The Valentine’s Day Massacre

The cul de sac we live on in Woodland Hills is a favorite place for lovers. There are no houses at the end, and the site overlooks Utah Valley, with a spectacular view at night.

cul de

Lovers often leave behind evidence of their hot sex (which makes me happy for them but angry that they just shove their leavings out the door instead of finding a trash can!). But this morning Blue and I came across evidence of love gone awry.

Sensitive readers be warned. Some of the evidence is graphic!

We sniffed around a little (Blue is better at this than I am) and found more evidence:

We’ll never know the exact details, but here is how we have decided to write up the case:

A poor and unwashed student driving a rusty 1982 Toyota picks up the girl of his dreams on Valentine’s Day and drives her up to the lofty lookout called Vista Circle.

It’s beautiful here, she says, peering through the dense and dirty clouds of the winter inversion.

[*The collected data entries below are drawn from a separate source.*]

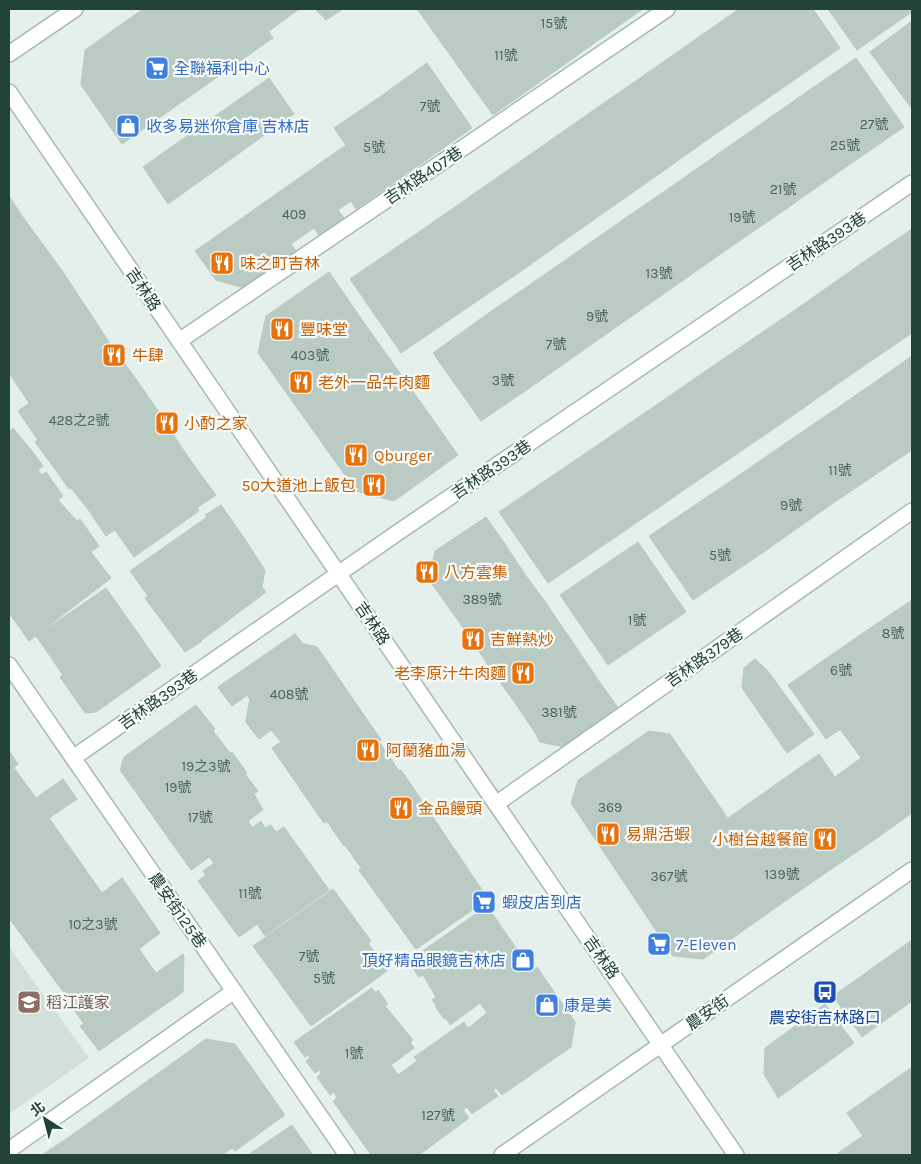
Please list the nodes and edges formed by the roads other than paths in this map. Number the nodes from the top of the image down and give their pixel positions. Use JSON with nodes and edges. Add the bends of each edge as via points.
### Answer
{"nodes":[{"id":1,"x":75,"y":9,"type":"edge"},
{"id":2,"x":667,"y":9,"type":"edge"},
{"id":3,"x":9,"y":54,"type":"edge"},
{"id":4,"x":9,"y":92,"type":"edge"},
{"id":5,"x":912,"y":183,"type":"edge"},
{"id":6,"x":179,"y":341,"type":"junction"},
{"id":7,"x":912,"y":511,"type":"edge"},
{"id":8,"x":339,"y":573,"type":"junction"},
{"id":9,"x":9,"y":665,"type":"edge"},
{"id":10,"x":73,"y":758,"type":"junction"},
{"id":11,"x":496,"y":804,"type":"junction"},
{"id":12,"x":912,"y":870,"type":"edge"},
{"id":13,"x":234,"y":992,"type":"junction"},
{"id":14,"x":661,"y":1044,"type":"junction"},
{"id":15,"x":9,"y":1150,"type":"edge"},
{"id":16,"x":347,"y":1155,"type":"edge"},
{"id":17,"x":502,"y":1155,"type":"edge"},
{"id":18,"x":736,"y":1155,"type":"edge"}],
"edges":[{"from":1,"to":3,"type":"street"},
{"from":2,"to":6,"type":"street","name":"吉林路407巷"},
{"from":4,"to":6,"type":"street","name":"吉林路"},
{"from":5,"to":8,"type":"street","name":"吉林路393巷"},
{"from":6,"to":8,"type":"street","name":"吉林路"},
{"from":7,"to":11,"type":"street","name":"吉林路379巷"},
{"from":8,"to":10,"type":"street","name":"吉林路393巷"},
{"from":8,"to":11,"type":"street","name":"吉林路"},
{"from":9,"to":10,"type":"street","name":"農安街125巷"},
{"from":10,"to":13,"type":"street","name":"農安街125巷"},
{"from":11,"to":14,"type":"street","name":"吉林路"},
{"from":12,"to":14,"type":"street","name":"農安街"},
{"from":13,"to":15,"type":"street"},
{"from":13,"to":16,"type":"street","name":"農安街125巷"},
{"from":14,"to":17,"type":"street","name":"農安街"},
{"from":14,"to":18,"type":"street","name":"吉林路"}]}
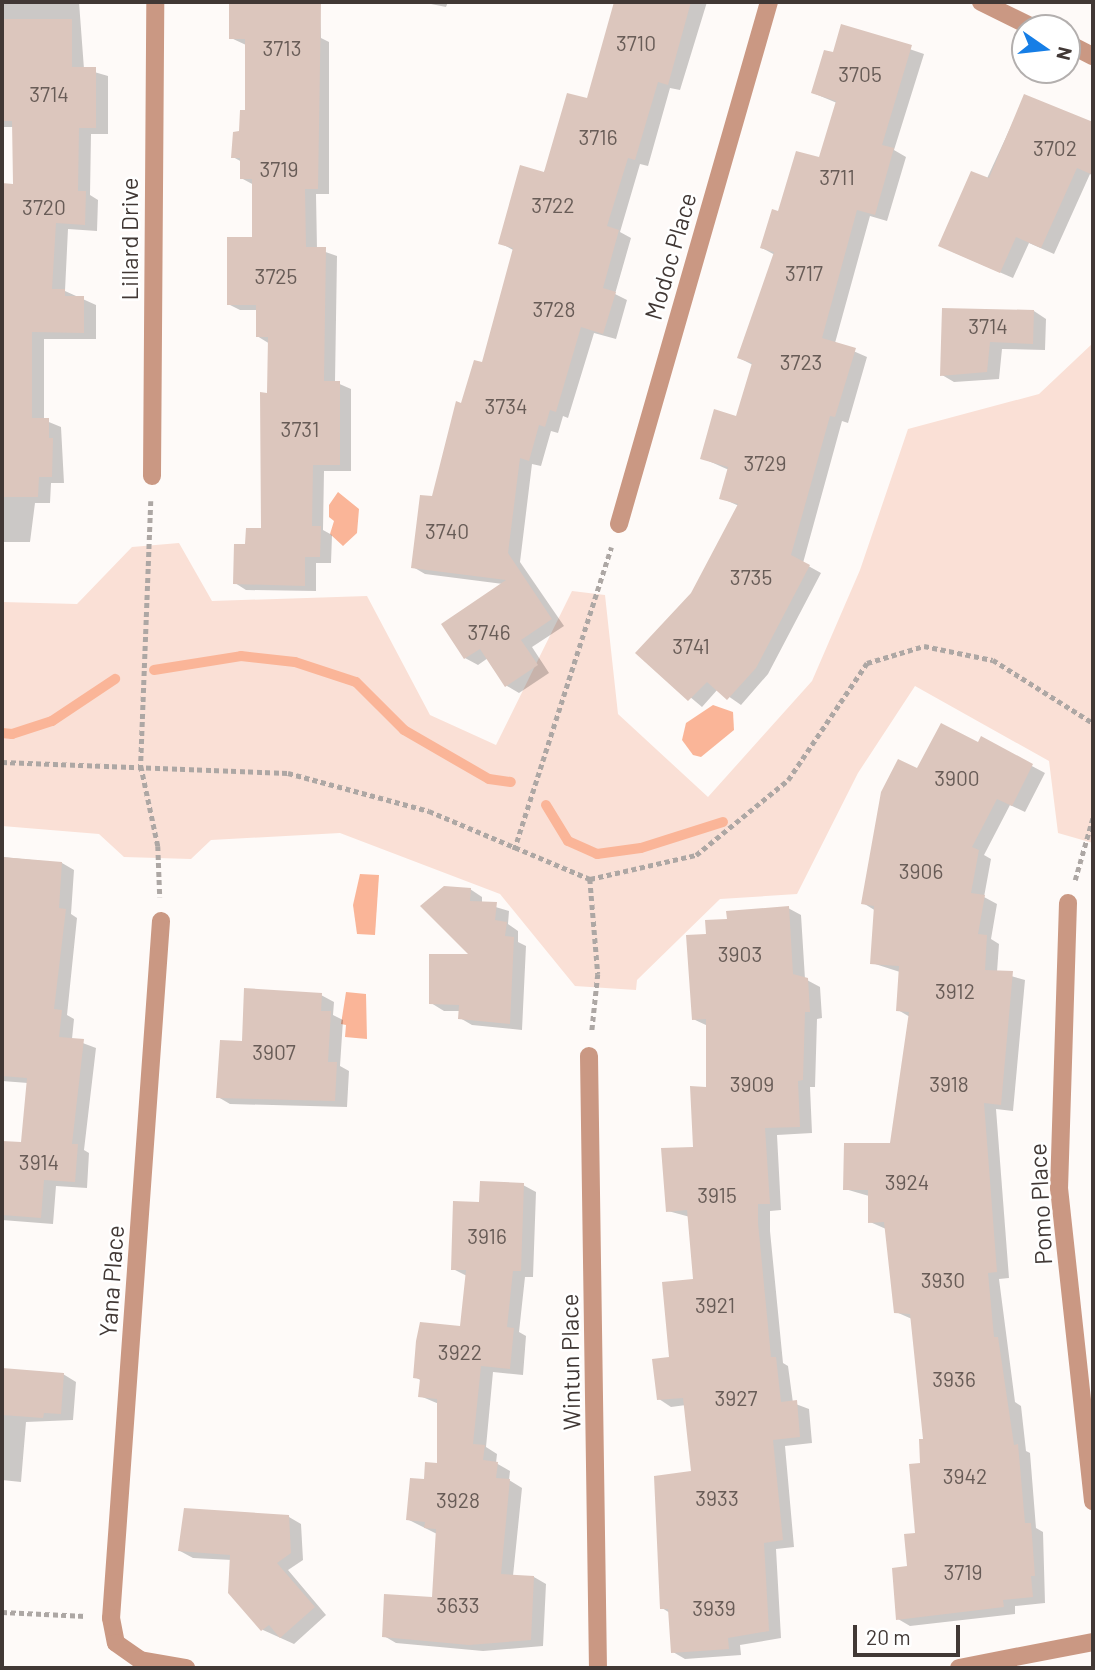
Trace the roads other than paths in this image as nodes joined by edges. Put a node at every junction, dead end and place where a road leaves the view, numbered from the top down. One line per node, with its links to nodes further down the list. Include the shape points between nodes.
1 (155, 2): 5 (street, Lillard Drive)
2 (769, 2): 6 (street, Modoc Place)
3 (981, 2): 4 (street)
4 (1011, 17)
5 (152, 476)
6 (618, 524)
7 (1068, 903): 10 (street, Pomo Place, via 1059,1188)
8 (161, 921): 12 (street, Yana Place, via 111,1618 116,1643 140,1660)
9 (589, 1056): 13 (street, Wintun Place)
10 (1093, 1501)
11 (1093, 1642): 14 (street)
12 (186, 1668)
13 (598, 1668)
14 (959, 1668)

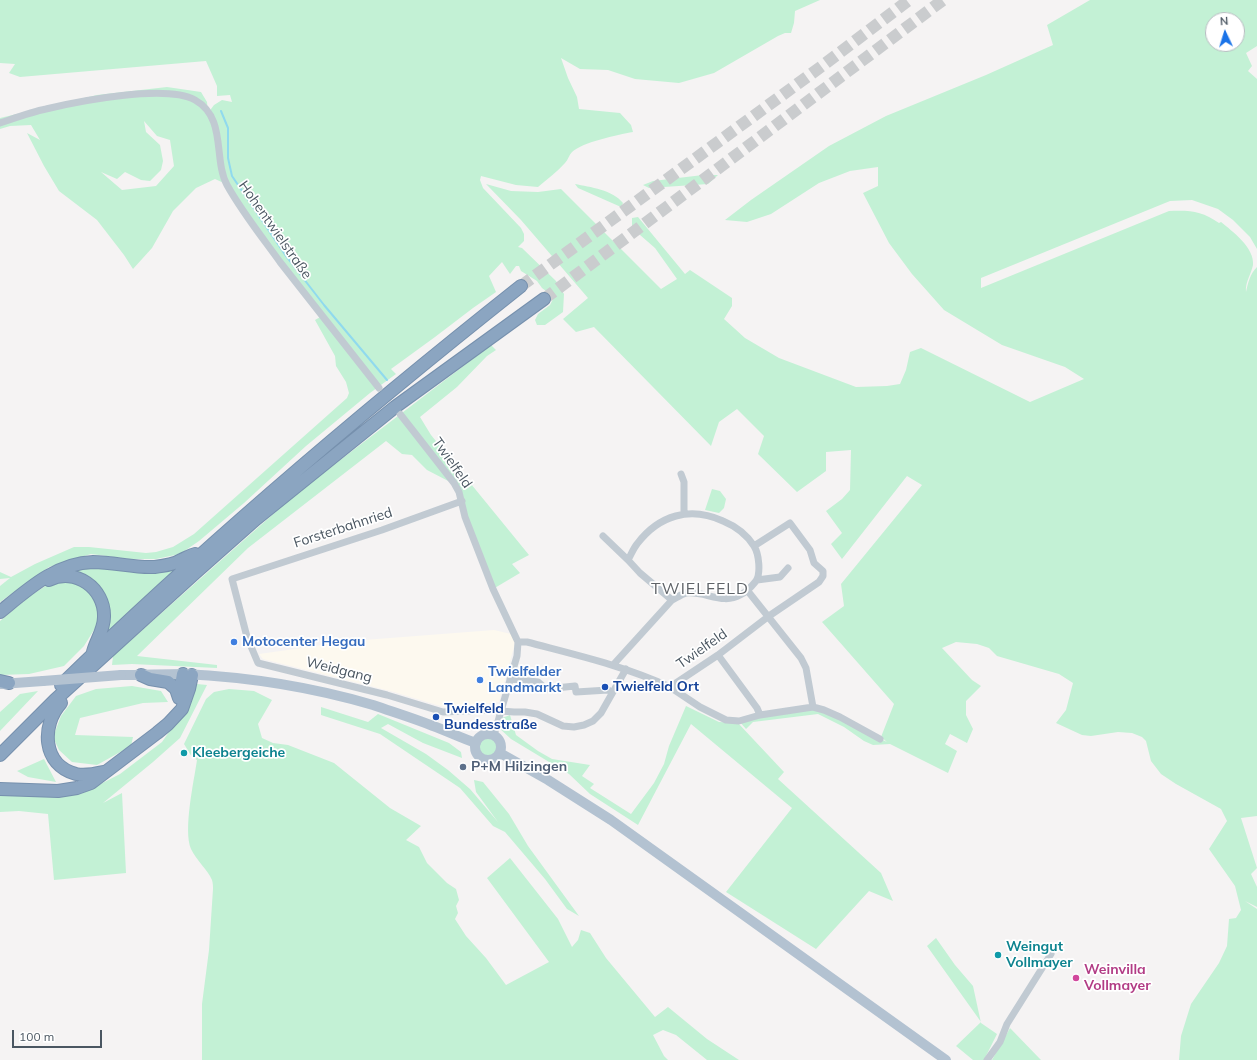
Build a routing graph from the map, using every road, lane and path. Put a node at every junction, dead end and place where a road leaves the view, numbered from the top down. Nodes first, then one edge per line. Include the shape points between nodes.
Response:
1 (0, 123) edge
2 (521, 286) tunnel mouth
3 (544, 298) tunnel mouth
4 (380, 388) dead end
5 (400, 414) dead end
6 (681, 474) dead end
7 (462, 501) junction
8 (684, 514) junction
9 (603, 536) dead end
10 (754, 546) junction
11 (202, 553) junction
12 (628, 560) junction
13 (788, 568) dead end
14 (232, 578) joint
15 (756, 580) junction
16 (747, 590) junction
17 (672, 600) junction
18 (0, 612) edge
19 (769, 616) junction
20 (0, 617) edge
21 (518, 642) junction
22 (92, 655) junction
23 (718, 655) junction
24 (613, 665) junction
25 (626, 669) junction
26 (187, 674) junction
27 (141, 675) junction
28 (510, 679) junction
29 (3, 683) edge
30 (72, 686) junction
31 (670, 688) junction
32 (608, 690) dead end
33 (179, 698) junction
34 (813, 707) junction
35 (500, 710) junction
36 (175, 715) junction
37 (760, 715) junction
38 (494, 735) junction
39 (880, 739) dead end
40 (476, 743) junction
41 (0, 744) edge
42 (500, 753) junction
43 (0, 755) edge
44 (106, 771) junction
45 (0, 788) edge
46 (1051, 954) dead end
47 (946, 1060) edge
48 (987, 1060) edge

1 - 4 street, Hohentwielstraße via 45,109 126,96 158,93 180,95 195,100 210,116 217,131 220,161 226,184 257,232
2 - 11 highway via 339,433
3 - 30 highway via 394,408 298,484 195,573
5 - 7 street, Twielfeld via 454,484
6 - 8 street via 684,482
7 - 14 street, Forsterbahnried via 382,530
7 - 21 street, Twielfeld via 465,516 493,589
8 - 10 street via 700,513 731,524
8 - 12 street via 669,518 650,530 637,544
9 - 12 street
10 - 15 street via 759,567
10 - 19 street, Twielfeld via 790,523 810,550 814,563 823,571 820,582
11 - 18 highway via 191,554 174,563 154,567 94,562 71,565 42,580
11 - 22 highway
12 - 17 street
13 - 15 street via 780,577
14 - 35 street, Weidgang via 247,637 258,663 387,695 443,712
15 - 16 street
16 - 17 street via 730,600 704,594 686,594
16 - 19 street
17 - 24 street
19 - 23 street, Twielfeld
19 - 34 street via 806,668
20 - 22 highway via 51,579 66,576 82,580 95,590 104,611 101,633
21 - 24 street, Twielfeld via 528,642
21 - 28 street
22 - 41 highway
23 - 31 street, Twielfeld
23 - 37 street
24 - 25 street, Twielfeld
25 - 31 street, Twielfeld
25 - 35 street via 601,714 584,726 563,726 536,714
26 - 27 main road
26 - 33 highway
26 - 36 highway via 190,684 182,709
26 - 40 main road via 260,681 314,690 414,719
27 - 29 main road, bridge
27 - 33 highway via 168,682 176,689
28 - 32 street via 538,682 546,689 575,686 576,692
28 - 35 street
30 - 43 highway
30 - 44 highway via 70,693 56,708 50,720 47,731 50,749 59,764 68,771 90,775
31 - 37 street via 726,720 739,721
33 - 36 highway
34 - 37 street
34 - 39 street via 834,714
35 - 38 street
36 - 44 highway via 157,733
38 - 40 main road via 483,735
38 - 42 main road via 501,743
40 - 42 main road via 477,753 482,758 490,760
42 - 47 main road via 562,788 635,837
44 - 45 highway via 91,783 68,790
46 - 48 street

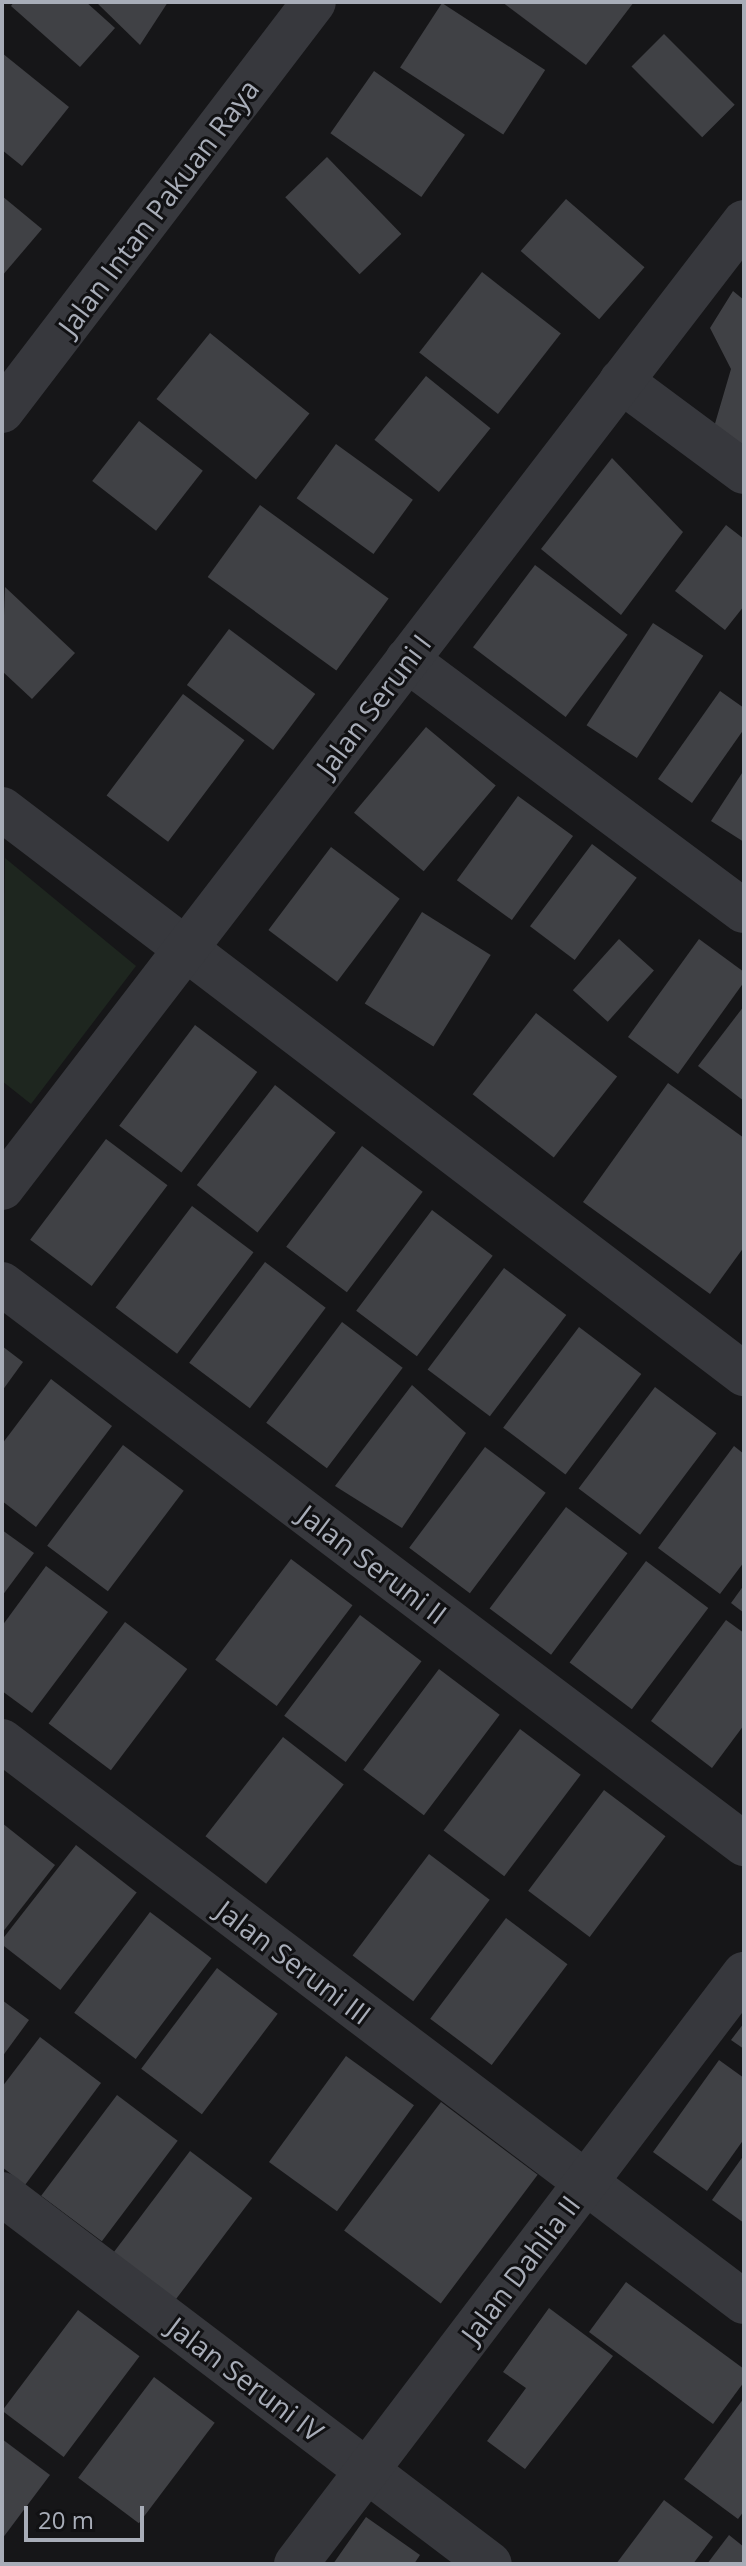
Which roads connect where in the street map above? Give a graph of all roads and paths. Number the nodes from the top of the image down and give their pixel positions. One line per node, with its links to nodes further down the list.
1 (314, 2): 4 (street, Jalan Intan Pakuan Raya)
2 (744, 222): 3 (street, Jalan Seruni I)
3 (621, 381): 5 (street); 6 (street, Jalan Seruni I)
4 (2, 411)
5 (744, 472)
6 (407, 660): 8 (street); 9 (street, Jalan Seruni I)
7 (2, 809): 9 (street)
8 (744, 911)
9 (186, 949): 10 (street, Jalan Seruni I); 12 (street)
10 (2, 1188)
11 (2, 1284): 14 (street, Jalan Seruni II)
12 (744, 1374)
13 (2, 1741): 16 (street, Jalan Seruni III)
14 (744, 1844)
15 (744, 1974): 16 (street, Jalan Dahlia II)
16 (586, 2183): 18 (street, Jalan Seruni III); 19 (street, Jalan Dahlia II)
17 (2, 2194): 19 (street, Jalan Seruni IV)
18 (744, 2302)
19 (367, 2471): 20 (street, Jalan Dahlia II); 21 (street, Jalan Seruni IV)
20 (296, 2564)
21 (490, 2564)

A token of my affection, he says, and reaches into the back seat for the daisies he bought earlier at the grocery store.

Oh, she says. Daisies.

To show you how much I love you, he says, and when he sees her shiver he turns on the car to run the heater.

$4.87 she reads on the label of the green plastic wrapper.

This is how much you love me? she asks.

Yes it is, he answers.

Well let me show you how much I love you, she says.

She opens her door and steps out onto the cul de sac. She begins to hum the 1960 instrumental Apache by the Shadows and dances wild circles between snowdrifts. With each circle she pulls a daisy out of the plastic wrapping, swings it around her head, and flings it into the darkness. There are only four daisies. But it is a short tune.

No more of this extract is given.